If the size of the space requested is zero, the behavior is
implementation-defined: either a null pointer is returned, or the
behavior is as if the size were some nonzero value, except that
the returned pointer shall not be used to access an object.

One aspect of the behavior of malloc() with a non-zero size is that
successive calls return unique values. My interpretation is that this
same behavior is required for non-null results of malloc(0).

The simplest way to implement this is to quietly translate "malloc(0)"
to "malloc(1)".

Does this imply that if an implementation makes malloc(0) return a
non-null pointer, this pointer shall be free()d?
 
C

CBFalconer

WaterWalk said:
Does this imply that if an implementation makes malloc(0) return
a non-null pointer, this pointer shall be free()d?

Yes.

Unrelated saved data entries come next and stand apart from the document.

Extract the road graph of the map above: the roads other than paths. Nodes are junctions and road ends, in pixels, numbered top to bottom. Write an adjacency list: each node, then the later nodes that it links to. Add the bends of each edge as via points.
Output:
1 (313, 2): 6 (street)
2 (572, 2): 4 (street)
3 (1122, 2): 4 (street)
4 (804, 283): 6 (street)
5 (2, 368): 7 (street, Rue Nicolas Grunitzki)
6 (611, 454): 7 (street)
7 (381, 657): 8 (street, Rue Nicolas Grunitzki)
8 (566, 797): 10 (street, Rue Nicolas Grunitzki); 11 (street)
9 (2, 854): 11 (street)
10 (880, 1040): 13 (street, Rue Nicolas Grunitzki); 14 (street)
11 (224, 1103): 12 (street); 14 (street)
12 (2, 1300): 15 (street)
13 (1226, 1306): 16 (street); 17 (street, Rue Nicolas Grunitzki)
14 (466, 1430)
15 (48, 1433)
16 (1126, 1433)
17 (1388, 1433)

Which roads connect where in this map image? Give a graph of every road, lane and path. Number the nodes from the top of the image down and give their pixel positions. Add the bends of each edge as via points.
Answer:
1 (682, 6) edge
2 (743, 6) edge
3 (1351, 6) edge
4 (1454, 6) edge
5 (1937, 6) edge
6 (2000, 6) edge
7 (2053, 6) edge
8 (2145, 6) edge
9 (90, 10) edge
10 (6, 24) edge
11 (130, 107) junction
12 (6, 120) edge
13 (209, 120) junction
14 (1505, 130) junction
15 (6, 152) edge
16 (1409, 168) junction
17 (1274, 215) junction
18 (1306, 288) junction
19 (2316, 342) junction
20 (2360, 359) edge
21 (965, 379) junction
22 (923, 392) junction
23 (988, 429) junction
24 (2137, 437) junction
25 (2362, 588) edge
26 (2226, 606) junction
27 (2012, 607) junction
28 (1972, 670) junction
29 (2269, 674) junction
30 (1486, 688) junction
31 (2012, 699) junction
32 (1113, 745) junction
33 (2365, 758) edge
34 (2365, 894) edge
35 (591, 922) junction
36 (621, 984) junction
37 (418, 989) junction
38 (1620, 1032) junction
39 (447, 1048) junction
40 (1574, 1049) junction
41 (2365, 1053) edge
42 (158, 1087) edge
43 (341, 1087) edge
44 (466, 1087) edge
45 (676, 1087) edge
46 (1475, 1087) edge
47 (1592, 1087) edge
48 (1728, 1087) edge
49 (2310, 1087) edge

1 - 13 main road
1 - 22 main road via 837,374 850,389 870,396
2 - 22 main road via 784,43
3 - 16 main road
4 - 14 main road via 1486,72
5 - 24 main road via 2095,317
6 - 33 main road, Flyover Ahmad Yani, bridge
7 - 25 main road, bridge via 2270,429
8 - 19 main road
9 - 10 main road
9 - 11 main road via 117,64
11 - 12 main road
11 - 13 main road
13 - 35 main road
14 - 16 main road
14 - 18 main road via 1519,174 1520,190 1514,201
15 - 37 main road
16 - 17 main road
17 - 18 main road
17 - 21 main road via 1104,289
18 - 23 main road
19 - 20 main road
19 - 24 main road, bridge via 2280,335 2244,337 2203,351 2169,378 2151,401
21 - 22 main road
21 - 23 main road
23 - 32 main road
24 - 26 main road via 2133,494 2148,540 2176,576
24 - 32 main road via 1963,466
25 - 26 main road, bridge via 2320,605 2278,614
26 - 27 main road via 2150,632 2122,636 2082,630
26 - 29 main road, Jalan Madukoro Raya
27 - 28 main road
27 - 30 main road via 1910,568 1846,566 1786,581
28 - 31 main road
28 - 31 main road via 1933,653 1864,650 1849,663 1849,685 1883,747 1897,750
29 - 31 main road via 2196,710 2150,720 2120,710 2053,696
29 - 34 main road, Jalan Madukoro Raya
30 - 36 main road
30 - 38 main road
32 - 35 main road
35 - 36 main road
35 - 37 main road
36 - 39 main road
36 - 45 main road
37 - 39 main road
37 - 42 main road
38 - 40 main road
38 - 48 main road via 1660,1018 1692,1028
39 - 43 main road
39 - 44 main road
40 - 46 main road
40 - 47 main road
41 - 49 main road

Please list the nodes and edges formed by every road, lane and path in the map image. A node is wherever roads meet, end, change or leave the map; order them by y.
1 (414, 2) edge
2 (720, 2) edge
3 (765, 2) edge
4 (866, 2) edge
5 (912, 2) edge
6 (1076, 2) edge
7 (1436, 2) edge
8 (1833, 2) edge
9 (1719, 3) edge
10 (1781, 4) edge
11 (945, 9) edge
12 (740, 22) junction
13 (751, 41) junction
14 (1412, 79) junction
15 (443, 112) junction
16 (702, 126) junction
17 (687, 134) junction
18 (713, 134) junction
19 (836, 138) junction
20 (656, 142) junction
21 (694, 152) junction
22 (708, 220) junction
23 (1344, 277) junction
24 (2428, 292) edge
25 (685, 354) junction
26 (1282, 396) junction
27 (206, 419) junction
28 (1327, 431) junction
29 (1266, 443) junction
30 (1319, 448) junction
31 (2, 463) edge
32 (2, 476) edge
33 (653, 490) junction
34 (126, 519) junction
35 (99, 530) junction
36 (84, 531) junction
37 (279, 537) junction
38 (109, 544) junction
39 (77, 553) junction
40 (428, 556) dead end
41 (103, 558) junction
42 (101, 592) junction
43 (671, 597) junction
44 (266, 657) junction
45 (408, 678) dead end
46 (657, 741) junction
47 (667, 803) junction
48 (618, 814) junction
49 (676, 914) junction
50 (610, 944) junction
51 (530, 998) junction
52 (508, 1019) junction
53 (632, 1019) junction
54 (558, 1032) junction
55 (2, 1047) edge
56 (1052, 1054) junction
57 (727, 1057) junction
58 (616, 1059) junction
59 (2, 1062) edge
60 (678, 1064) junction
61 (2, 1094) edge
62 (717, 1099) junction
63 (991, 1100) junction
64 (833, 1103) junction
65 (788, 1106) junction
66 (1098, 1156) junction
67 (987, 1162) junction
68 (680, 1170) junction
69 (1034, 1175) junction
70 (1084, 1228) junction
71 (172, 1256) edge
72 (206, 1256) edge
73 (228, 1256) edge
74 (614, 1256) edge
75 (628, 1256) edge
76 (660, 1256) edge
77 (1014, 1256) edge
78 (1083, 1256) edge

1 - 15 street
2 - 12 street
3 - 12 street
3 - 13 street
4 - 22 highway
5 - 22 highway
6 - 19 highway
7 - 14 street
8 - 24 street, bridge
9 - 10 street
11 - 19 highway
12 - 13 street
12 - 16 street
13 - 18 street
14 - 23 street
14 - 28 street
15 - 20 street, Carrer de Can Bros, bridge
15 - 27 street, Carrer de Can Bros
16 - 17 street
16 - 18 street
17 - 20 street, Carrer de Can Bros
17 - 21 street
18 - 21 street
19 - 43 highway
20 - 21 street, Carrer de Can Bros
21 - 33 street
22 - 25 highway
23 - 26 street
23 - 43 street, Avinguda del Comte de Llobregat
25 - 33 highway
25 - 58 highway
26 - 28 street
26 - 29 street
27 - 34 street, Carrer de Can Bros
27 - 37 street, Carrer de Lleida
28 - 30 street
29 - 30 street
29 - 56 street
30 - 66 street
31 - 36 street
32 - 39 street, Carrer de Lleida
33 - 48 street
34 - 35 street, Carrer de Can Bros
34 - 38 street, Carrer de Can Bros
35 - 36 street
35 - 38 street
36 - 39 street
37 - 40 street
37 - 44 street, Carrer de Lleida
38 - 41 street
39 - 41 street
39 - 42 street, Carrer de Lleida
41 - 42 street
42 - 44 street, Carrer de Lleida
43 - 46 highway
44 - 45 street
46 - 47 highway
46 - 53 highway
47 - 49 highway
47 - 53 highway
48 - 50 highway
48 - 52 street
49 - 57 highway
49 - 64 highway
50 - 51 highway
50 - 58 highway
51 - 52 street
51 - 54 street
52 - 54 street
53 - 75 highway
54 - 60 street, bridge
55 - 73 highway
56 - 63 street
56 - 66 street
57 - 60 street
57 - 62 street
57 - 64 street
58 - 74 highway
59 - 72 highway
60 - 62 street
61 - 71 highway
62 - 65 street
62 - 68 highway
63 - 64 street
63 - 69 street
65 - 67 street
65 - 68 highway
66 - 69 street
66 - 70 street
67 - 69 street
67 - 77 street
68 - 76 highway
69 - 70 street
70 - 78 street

Implied by the fact that the malloc subsystem has to keep
track of allocations somewhere, and this necessarily consumes some
sort of storage. free then releases any such.
 
K

Keith Thompson

Stephen Sprunk said:
To the zero-byte object that malloc() allocated :)

No, to the at-least-one-byte object that malloc() allocated (but that
you're not allowed to access).
Of course, asking for details about a zero-byte object is pointless,
since an object of zero bytes has no properties other than an
address. It's like asking about properties of a object of type void
(and I don't mean void*).

There are no objects of type void.
Harald's comment about being able to increment a pointer to a
zero-byte object is interesting, though. Should that be legal? IMHO,
the pointer already points to the byte after the end of the object
when you get it, and it'd be UB to try to increment it -- or decrement
it.

C doesn't support zero-byte objects.